::: Exercise data :::
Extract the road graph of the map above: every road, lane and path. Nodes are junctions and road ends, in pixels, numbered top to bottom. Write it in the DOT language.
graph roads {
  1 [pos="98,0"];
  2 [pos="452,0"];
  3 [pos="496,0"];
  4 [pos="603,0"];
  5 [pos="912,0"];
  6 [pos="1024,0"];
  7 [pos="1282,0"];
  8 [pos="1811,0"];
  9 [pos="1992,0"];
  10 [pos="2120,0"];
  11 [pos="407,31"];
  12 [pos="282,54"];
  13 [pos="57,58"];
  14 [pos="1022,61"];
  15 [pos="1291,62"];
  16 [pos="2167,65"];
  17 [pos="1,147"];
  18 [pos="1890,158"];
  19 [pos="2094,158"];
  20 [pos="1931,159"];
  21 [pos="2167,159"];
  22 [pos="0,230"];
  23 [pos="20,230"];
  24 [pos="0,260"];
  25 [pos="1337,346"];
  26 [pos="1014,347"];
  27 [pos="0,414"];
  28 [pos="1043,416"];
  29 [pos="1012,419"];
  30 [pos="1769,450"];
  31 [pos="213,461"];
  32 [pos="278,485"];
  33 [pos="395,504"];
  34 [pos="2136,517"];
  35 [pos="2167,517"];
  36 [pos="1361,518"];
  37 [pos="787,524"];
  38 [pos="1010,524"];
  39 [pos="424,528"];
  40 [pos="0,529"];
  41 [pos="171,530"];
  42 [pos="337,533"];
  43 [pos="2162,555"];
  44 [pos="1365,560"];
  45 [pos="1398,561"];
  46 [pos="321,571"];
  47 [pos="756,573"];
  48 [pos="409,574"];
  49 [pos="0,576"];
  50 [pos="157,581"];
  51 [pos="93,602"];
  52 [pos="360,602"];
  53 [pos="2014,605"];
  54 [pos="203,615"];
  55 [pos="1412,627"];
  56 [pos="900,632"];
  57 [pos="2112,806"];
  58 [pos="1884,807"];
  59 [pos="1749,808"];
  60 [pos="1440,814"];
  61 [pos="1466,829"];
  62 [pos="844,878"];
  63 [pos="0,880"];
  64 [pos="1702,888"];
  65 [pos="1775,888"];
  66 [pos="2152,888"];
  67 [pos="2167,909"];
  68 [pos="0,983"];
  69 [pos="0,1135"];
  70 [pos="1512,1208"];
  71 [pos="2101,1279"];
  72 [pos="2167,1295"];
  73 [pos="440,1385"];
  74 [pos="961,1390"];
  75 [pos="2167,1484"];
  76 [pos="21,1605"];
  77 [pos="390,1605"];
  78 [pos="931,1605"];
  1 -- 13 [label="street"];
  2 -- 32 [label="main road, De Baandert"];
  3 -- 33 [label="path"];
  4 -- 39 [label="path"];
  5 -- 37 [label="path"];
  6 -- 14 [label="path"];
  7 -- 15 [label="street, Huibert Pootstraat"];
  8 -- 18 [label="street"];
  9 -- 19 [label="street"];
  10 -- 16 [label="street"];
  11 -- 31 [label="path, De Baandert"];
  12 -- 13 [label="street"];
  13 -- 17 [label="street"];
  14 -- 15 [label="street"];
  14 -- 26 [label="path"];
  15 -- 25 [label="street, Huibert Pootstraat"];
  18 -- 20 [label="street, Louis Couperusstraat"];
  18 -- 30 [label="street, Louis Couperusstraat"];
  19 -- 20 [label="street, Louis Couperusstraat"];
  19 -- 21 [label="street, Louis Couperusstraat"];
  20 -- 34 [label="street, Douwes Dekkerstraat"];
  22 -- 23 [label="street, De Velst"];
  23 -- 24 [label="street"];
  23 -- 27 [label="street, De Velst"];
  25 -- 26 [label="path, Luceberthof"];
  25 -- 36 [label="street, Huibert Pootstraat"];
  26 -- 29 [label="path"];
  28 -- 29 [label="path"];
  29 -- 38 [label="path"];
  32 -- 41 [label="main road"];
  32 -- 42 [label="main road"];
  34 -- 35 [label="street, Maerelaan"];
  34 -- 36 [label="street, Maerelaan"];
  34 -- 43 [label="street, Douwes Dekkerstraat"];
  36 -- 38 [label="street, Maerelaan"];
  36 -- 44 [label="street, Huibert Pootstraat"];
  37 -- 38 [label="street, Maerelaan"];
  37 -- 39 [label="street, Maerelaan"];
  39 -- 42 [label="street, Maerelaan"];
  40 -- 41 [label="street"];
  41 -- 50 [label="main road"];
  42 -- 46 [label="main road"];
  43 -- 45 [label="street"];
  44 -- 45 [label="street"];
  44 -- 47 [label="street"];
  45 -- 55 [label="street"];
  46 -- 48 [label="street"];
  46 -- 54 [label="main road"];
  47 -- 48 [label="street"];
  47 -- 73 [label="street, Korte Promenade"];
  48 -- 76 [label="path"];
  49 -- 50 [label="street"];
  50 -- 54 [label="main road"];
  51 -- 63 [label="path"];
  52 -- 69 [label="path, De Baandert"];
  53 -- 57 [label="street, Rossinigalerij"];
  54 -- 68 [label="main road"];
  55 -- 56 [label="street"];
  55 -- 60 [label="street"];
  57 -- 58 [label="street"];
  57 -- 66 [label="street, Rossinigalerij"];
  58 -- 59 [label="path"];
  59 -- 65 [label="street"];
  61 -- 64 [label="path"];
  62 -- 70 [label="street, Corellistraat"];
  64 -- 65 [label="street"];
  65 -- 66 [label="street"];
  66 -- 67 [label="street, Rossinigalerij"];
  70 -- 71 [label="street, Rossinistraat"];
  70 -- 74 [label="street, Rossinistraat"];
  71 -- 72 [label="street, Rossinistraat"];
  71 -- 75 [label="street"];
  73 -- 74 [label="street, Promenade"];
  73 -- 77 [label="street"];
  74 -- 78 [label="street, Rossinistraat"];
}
:::
Prompt: Everything above must be retyped. Keep each record exactly the same.

Exercise response:
Extract the road graph of the map above: every road, lane and path. Nodes are junctions and road ends, in pixels, numbered top to bottom. Write it in the DOT language.
graph roads {
  1 [pos="98,0"];
  2 [pos="452,0"];
  3 [pos="496,0"];
  4 [pos="603,0"];
  5 [pos="912,0"];
  6 [pos="1024,0"];
  7 [pos="1282,0"];
  8 [pos="1811,0"];
  9 [pos="1992,0"];
  10 [pos="2120,0"];
  11 [pos="407,31"];
  12 [pos="282,54"];
  13 [pos="57,58"];
  14 [pos="1022,61"];
  15 [pos="1291,62"];
  16 [pos="2167,65"];
  17 [pos="1,147"];
  18 [pos="1890,158"];
  19 [pos="2094,158"];
  20 [pos="1931,159"];
  21 [pos="2167,159"];
  22 [pos="0,230"];
  23 [pos="20,230"];
  24 [pos="0,260"];
  25 [pos="1337,346"];
  26 [pos="1014,347"];
  27 [pos="0,414"];
  28 [pos="1043,416"];
  29 [pos="1012,419"];
  30 [pos="1769,450"];
  31 [pos="213,461"];
  32 [pos="278,485"];
  33 [pos="395,504"];
  34 [pos="2136,517"];
  35 [pos="2167,517"];
  36 [pos="1361,518"];
  37 [pos="787,524"];
  38 [pos="1010,524"];
  39 [pos="424,528"];
  40 [pos="0,529"];
  41 [pos="171,530"];
  42 [pos="337,533"];
  43 [pos="2162,555"];
  44 [pos="1365,560"];
  45 [pos="1398,561"];
  46 [pos="321,571"];
  47 [pos="756,573"];
  48 [pos="409,574"];
  49 [pos="0,576"];
  50 [pos="157,581"];
  51 [pos="93,602"];
  52 [pos="360,602"];
  53 [pos="2014,605"];
  54 [pos="203,615"];
  55 [pos="1412,627"];
  56 [pos="900,632"];
  57 [pos="2112,806"];
  58 [pos="1884,807"];
  59 [pos="1749,808"];
  60 [pos="1440,814"];
  61 [pos="1466,829"];
  62 [pos="844,878"];
  63 [pos="0,880"];
  64 [pos="1702,888"];
  65 [pos="1775,888"];
  66 [pos="2152,888"];
  67 [pos="2167,909"];
  68 [pos="0,983"];
  69 [pos="0,1135"];
  70 [pos="1512,1208"];
  71 [pos="2101,1279"];
  72 [pos="2167,1295"];
  73 [pos="440,1385"];
  74 [pos="961,1390"];
  75 [pos="2167,1484"];
  76 [pos="21,1605"];
  77 [pos="390,1605"];
  78 [pos="931,1605"];
  1 -- 13 [label="street"];
  2 -- 32 [label="main road, De Baandert"];
  3 -- 33 [label="path"];
  4 -- 39 [label="path"];
  5 -- 37 [label="path"];
  6 -- 14 [label="path"];
  7 -- 15 [label="street, Huibert Pootstraat"];
  8 -- 18 [label="street"];
  9 -- 19 [label="street"];
  10 -- 16 [label="street"];
  11 -- 31 [label="path, De Baandert"];
  12 -- 13 [label="street"];
  13 -- 17 [label="street"];
  14 -- 15 [label="street"];
  14 -- 26 [label="path"];
  15 -- 25 [label="street, Huibert Pootstraat"];
  18 -- 20 [label="street, Louis Couperusstraat"];
  18 -- 30 [label="street, Louis Couperusstraat"];
  19 -- 20 [label="street, Louis Couperusstraat"];
  19 -- 21 [label="street, Louis Couperusstraat"];
  20 -- 34 [label="street, Douwes Dekkerstraat"];
  22 -- 23 [label="street, De Velst"];
  23 -- 24 [label="street"];
  23 -- 27 [label="street, De Velst"];
  25 -- 26 [label="path, Luceberthof"];
  25 -- 36 [label="street, Huibert Pootstraat"];
  26 -- 29 [label="path"];
  28 -- 29 [label="path"];
  29 -- 38 [label="path"];
  32 -- 41 [label="main road"];
  32 -- 42 [label="main road"];
  34 -- 35 [label="street, Maerelaan"];
  34 -- 36 [label="street, Maerelaan"];
  34 -- 43 [label="street, Douwes Dekkerstraat"];
  36 -- 38 [label="street, Maerelaan"];
  36 -- 44 [label="street, Huibert Pootstraat"];
  37 -- 38 [label="street, Maerelaan"];
  37 -- 39 [label="street, Maerelaan"];
  39 -- 42 [label="street, Maerelaan"];
  40 -- 41 [label="street"];
  41 -- 50 [label="main road"];
  42 -- 46 [label="main road"];
  43 -- 45 [label="street"];
  44 -- 45 [label="street"];
  44 -- 47 [label="street"];
  45 -- 55 [label="street"];
  46 -- 48 [label="street"];
  46 -- 54 [label="main road"];
  47 -- 48 [label="street"];
  47 -- 73 [label="street, Korte Promenade"];
  48 -- 76 [label="path"];
  49 -- 50 [label="street"];
  50 -- 54 [label="main road"];
  51 -- 63 [label="path"];
  52 -- 69 [label="path, De Baandert"];
  53 -- 57 [label="street, Rossinigalerij"];
  54 -- 68 [label="main road"];
  55 -- 56 [label="street"];
  55 -- 60 [label="street"];
  57 -- 58 [label="street"];
  57 -- 66 [label="street, Rossinigalerij"];
  58 -- 59 [label="path"];
  59 -- 65 [label="street"];
  61 -- 64 [label="path"];
  62 -- 70 [label="street, Corellistraat"];
  64 -- 65 [label="street"];
  65 -- 66 [label="street"];
  66 -- 67 [label="street, Rossinigalerij"];
  70 -- 71 [label="street, Rossinistraat"];
  70 -- 74 [label="street, Rossinistraat"];
  71 -- 72 [label="street, Rossinistraat"];
  71 -- 75 [label="street"];
  73 -- 74 [label="street, Promenade"];
  73 -- 77 [label="street"];
  74 -- 78 [label="street, Rossinistraat"];
}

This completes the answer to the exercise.